▶ [Work instructions] Please give back, word for word, only the lines starting at the one containing "pinky pip: (182, 193)" and ending at the one containing "middle mcp: (472, 462)" within the material below.

▶ [Provided records]
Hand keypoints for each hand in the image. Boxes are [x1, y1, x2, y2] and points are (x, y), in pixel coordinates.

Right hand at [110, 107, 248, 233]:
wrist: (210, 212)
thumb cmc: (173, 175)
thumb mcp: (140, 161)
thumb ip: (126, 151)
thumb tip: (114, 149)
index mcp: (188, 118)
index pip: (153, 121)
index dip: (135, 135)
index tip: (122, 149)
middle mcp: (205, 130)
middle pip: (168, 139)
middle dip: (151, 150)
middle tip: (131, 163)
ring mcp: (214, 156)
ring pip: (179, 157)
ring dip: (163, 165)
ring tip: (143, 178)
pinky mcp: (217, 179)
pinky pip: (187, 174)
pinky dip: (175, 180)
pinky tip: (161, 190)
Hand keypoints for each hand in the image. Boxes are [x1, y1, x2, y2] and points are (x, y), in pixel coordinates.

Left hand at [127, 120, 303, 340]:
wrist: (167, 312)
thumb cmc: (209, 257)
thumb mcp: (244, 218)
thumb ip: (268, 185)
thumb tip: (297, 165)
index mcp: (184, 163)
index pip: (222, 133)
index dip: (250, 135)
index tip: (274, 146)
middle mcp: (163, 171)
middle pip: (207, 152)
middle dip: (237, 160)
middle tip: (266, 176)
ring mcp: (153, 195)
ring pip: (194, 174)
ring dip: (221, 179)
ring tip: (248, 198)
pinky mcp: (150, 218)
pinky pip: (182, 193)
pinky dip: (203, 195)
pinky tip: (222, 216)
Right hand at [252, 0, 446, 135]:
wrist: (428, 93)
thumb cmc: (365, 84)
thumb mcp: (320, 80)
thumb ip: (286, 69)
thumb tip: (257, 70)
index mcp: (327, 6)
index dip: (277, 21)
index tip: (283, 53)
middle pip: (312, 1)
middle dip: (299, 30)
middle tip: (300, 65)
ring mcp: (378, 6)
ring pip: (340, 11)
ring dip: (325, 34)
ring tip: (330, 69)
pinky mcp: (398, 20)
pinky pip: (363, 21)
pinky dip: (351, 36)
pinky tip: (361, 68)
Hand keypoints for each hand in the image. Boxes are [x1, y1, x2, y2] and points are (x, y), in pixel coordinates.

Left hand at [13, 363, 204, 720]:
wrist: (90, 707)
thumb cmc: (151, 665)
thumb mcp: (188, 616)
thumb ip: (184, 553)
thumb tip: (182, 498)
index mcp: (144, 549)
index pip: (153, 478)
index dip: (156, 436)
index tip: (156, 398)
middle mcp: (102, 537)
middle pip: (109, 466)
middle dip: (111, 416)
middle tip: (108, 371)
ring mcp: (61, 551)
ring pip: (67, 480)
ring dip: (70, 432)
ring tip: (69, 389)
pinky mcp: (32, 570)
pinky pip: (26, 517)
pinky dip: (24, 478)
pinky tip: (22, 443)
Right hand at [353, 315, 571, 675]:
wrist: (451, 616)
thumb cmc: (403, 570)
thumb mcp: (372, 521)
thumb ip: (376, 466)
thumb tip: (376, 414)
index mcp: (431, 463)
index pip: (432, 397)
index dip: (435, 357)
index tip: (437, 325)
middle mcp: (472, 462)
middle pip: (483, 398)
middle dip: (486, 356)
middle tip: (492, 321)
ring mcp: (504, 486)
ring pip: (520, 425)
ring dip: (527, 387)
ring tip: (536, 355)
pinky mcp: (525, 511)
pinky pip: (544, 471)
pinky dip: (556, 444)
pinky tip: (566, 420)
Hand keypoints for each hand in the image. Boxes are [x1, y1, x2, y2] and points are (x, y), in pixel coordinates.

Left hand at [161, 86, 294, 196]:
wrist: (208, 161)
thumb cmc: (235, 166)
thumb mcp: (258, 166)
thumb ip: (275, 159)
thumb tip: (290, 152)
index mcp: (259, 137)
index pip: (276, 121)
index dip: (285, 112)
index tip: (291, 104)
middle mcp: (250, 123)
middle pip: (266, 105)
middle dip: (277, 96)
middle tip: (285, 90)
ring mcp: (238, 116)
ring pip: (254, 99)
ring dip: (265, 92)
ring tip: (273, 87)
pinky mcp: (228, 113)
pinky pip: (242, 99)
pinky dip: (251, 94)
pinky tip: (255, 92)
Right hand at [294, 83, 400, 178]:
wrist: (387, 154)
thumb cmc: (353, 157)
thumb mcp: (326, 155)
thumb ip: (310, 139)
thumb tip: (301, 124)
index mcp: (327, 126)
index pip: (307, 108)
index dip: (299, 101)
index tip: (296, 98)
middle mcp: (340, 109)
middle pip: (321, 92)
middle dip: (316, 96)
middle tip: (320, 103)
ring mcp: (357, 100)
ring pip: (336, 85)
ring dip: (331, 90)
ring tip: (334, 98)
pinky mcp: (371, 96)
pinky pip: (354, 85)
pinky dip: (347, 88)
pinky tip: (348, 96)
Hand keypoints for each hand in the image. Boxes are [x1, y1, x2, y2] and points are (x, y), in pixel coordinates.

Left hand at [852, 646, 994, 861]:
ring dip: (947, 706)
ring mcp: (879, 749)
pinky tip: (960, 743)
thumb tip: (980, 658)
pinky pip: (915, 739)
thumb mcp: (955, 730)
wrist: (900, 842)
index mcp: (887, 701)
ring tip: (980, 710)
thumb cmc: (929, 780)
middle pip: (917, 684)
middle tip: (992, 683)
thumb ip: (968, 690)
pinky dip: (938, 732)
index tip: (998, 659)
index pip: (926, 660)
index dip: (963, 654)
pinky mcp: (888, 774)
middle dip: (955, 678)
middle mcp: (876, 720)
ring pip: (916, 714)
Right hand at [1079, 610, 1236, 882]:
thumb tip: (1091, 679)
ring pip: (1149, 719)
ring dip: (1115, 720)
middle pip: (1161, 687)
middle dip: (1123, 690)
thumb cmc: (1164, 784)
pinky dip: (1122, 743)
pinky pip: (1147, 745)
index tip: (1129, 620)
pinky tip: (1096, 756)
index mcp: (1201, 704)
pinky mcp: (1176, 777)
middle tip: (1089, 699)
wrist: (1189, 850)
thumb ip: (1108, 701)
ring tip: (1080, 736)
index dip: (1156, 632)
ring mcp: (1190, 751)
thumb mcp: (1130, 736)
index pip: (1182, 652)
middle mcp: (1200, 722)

---

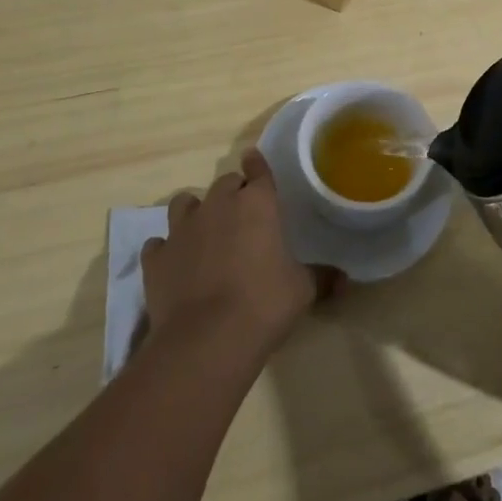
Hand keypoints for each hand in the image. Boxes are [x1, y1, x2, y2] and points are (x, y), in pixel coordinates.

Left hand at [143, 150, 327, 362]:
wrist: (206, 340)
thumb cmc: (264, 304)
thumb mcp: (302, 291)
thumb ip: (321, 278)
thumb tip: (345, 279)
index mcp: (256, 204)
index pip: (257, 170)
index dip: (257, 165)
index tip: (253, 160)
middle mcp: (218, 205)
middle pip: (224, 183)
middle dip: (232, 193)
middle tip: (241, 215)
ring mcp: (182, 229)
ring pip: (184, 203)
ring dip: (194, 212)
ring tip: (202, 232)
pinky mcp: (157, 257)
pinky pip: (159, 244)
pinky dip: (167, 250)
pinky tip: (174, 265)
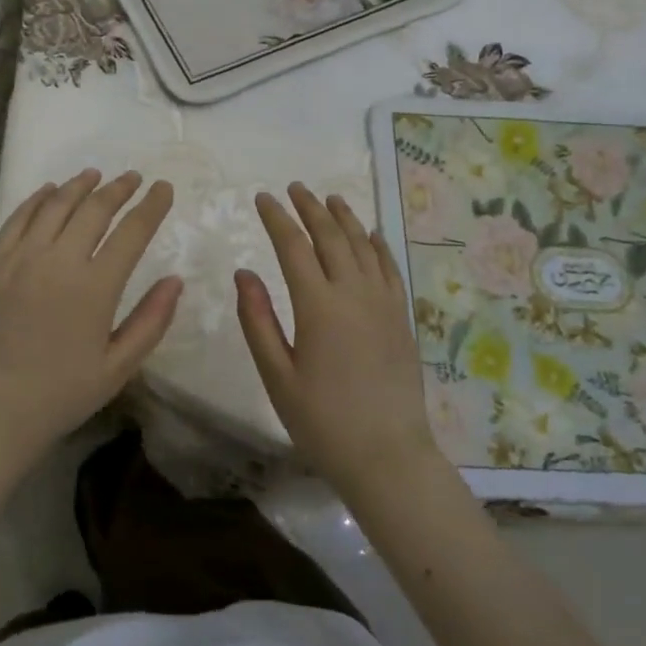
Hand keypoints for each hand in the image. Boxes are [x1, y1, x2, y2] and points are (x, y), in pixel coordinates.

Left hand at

==

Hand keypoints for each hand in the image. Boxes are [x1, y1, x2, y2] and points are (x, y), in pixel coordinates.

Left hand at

▶ [Output for this task]
pinky pip: (182, 193)
pinky dip: (203, 195)
pinky tip: (222, 216)
Right hand at [252, 0, 446, 135]:
wrist: (428, 93)
thumb cmc: (365, 84)
thumb mcp: (320, 80)
thumb ip: (286, 69)
thumb tip: (257, 70)
index mcp: (327, 6)
index dip: (277, 21)
index tip: (283, 53)
middle pip: (312, 1)
middle dip: (299, 30)
middle tip: (300, 65)
ring mcp: (378, 6)
ring pip: (340, 11)
ring dip: (325, 34)
ring tip: (330, 69)
pinky mcp: (398, 20)
pinky pip: (363, 21)
pinky dip: (351, 36)
pinky tip: (361, 68)
Hand keypoints for each hand in the image. Boxes are [x1, y1, x2, y2] and points are (x, y), in pixel coordinates.

Left hand at [13, 363, 204, 720]:
wrist: (90, 707)
thumb cmc: (151, 665)
thumb mcp: (188, 616)
thumb ip: (184, 553)
thumb tip: (182, 498)
index mcp: (144, 549)
index pip: (153, 478)
index dip: (156, 436)
index tip: (156, 398)
middle mcp: (102, 537)
middle pip: (109, 466)
middle dip: (111, 416)
middle tip: (108, 371)
ring mcp: (61, 551)
ring pip: (67, 480)
ring dip: (70, 432)
ring tip: (69, 389)
pinky mcp: (32, 570)
pinky pip: (26, 517)
pinky dip: (24, 478)
pinky tip: (22, 443)
Right hand at [353, 315, 571, 675]:
wrist: (451, 616)
thumb cmc: (403, 570)
thumb mcp: (372, 521)
thumb ip: (376, 466)
thumb tip: (376, 414)
index mcp: (431, 463)
index pip: (432, 397)
index dip: (435, 357)
index tip: (437, 325)
middle mcp: (472, 462)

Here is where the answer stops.